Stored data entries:
*** Block opens ***
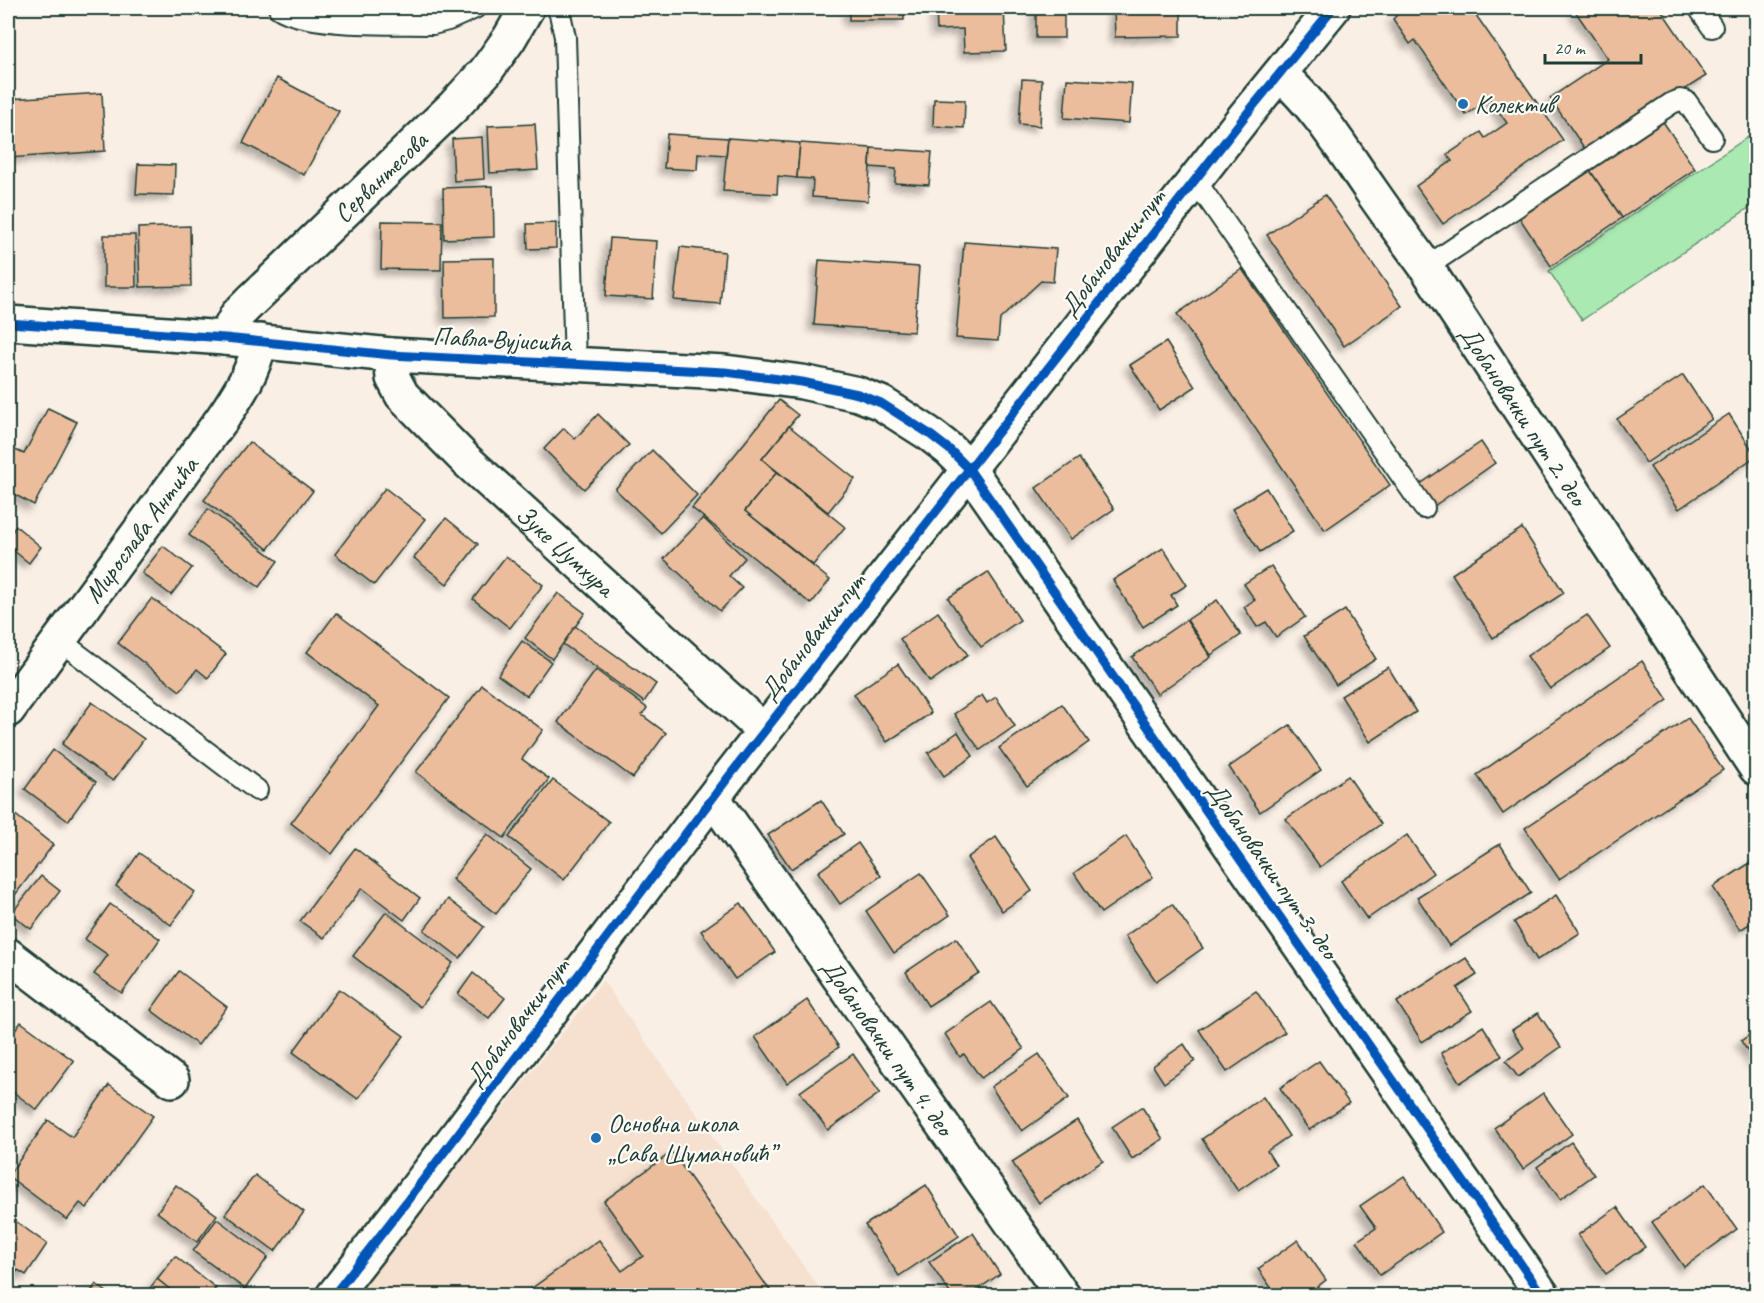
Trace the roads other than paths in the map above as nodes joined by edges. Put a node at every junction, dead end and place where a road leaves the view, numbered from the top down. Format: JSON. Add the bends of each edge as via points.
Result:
{"nodes":[{"id":1,"x":279,"y":8,"type":"edge"},
{"id":2,"x":475,"y":8,"type":"edge"},
{"id":3,"x":527,"y":8,"type":"edge"},
{"id":4,"x":557,"y":8,"type":"edge"},
{"id":5,"x":1333,"y":8,"type":"edge"},
{"id":6,"x":1699,"y":8,"type":"edge"},
{"id":7,"x":1712,"y":27,"type":"dead end"},
{"id":8,"x":1280,"y":74,"type":"junction"},
{"id":9,"x":1712,"y":138,"type":"dead end"},
{"id":10,"x":1195,"y":180,"type":"junction"},
{"id":11,"x":1426,"y":267,"type":"junction"},
{"id":12,"x":8,"y":323,"type":"edge"},
{"id":13,"x":225,"y":338,"type":"junction"},
{"id":14,"x":260,"y":341,"type":"junction"},
{"id":15,"x":391,"y":355,"type":"junction"},
{"id":16,"x":575,"y":364,"type":"junction"},
{"id":17,"x":969,"y":469,"type":"junction"},
{"id":18,"x":1424,"y":508,"type":"dead end"},
{"id":19,"x":59,"y":640,"type":"junction"},
{"id":20,"x":8,"y":710,"type":"edge"},
{"id":21,"x":764,"y":731,"type":"junction"},
{"id":22,"x":1756,"y":768,"type":"edge"},
{"id":23,"x":257,"y":790,"type":"dead end"},
{"id":24,"x":713,"y":798,"type":"junction"},
{"id":25,"x":8,"y":955,"type":"edge"},
{"id":26,"x":172,"y":1080,"type":"dead end"},
{"id":27,"x":333,"y":1296,"type":"edge"},
{"id":28,"x":1063,"y":1296,"type":"edge"},
{"id":29,"x":1543,"y":1296,"type":"edge"}],
"edges":[{"from":1,"to":2,"type":"lane","via":[[299,17],[325,21],[433,24]]},
{"from":3,"to":13,"type":"street","name":"Сервантесова","via":[[486,71],[454,106],[237,315]]},
{"from":4,"to":16,"type":"lane","via":[[566,37]]},
{"from":5,"to":8,"type":"street","name":"Добановачки пут"},
{"from":6,"to":7,"type":"lane"},
{"from":8,"to":10,"type":"street","name":"Добановачки пут"},
{"from":8,"to":11,"type":"street","name":"Добановачки пут 2. део","via":[[1322,117]]},
{"from":9,"to":11,"type":"lane","via":[[1686,102],[1672,103]]},
{"from":10,"to":17,"type":"street","name":"Добановачки пут"},
{"from":10,"to":18,"type":"lane"},
{"from":11,"to":22,"type":"street","name":"Добановачки пут 2. део"},
{"from":12,"to":13,"type":"street","name":"Павла Вујисића"},
{"from":13,"to":14,"type":"street","name":"Павла Вујисића"},
{"from":14,"to":15,"type":"street","name":"Павла Вујисића"},
{"from":14,"to":19,"type":"street","name":"Мирослава Антића","via":[[250,374],[222,419]]},
{"from":15,"to":16,"type":"street","name":"Павла Вујисића"},
{"from":15,"to":21,"type":"street","name":"Зуке Џумхура","via":[[393,378],[402,395],[467,461]]},
{"from":16,"to":17,"type":"street","name":"Павла Вујисића","via":[[725,372],[858,394],[901,414]]},
{"from":17,"to":21,"type":"street","name":"Добановачки пут"},
{"from":17,"to":29,"type":"street","name":"Добановачки пут 3. део"},
{"from":19,"to":20,"type":"street","name":"Мирослава Антића"},
{"from":19,"to":23,"type":"lane"},
{"from":21,"to":24,"type":"street","name":"Добановачки пут"},
{"from":24,"to":27,"type":"street","name":"Добановачки пут"},
{"from":24,"to":28,"type":"street","name":"Добановачки пут 4. део"},
{"from":25,"to":26,"type":"street"}]}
*** Block closes ***
## PROBLEM DETAILS
Gather each line in the entries above where the string "edges" is found.

## WRITTEN RESPONSE
Trace the roads other than paths in the map above as nodes joined by edges. Put a node at every junction, dead end and place where a road leaves the view, numbered from the top down. Format: JSON. Add the bends of each edge as via points.
"edges":[{"from":1,"to":2,"type":"lane","via":[[299,17],[325,21],[433,24]]},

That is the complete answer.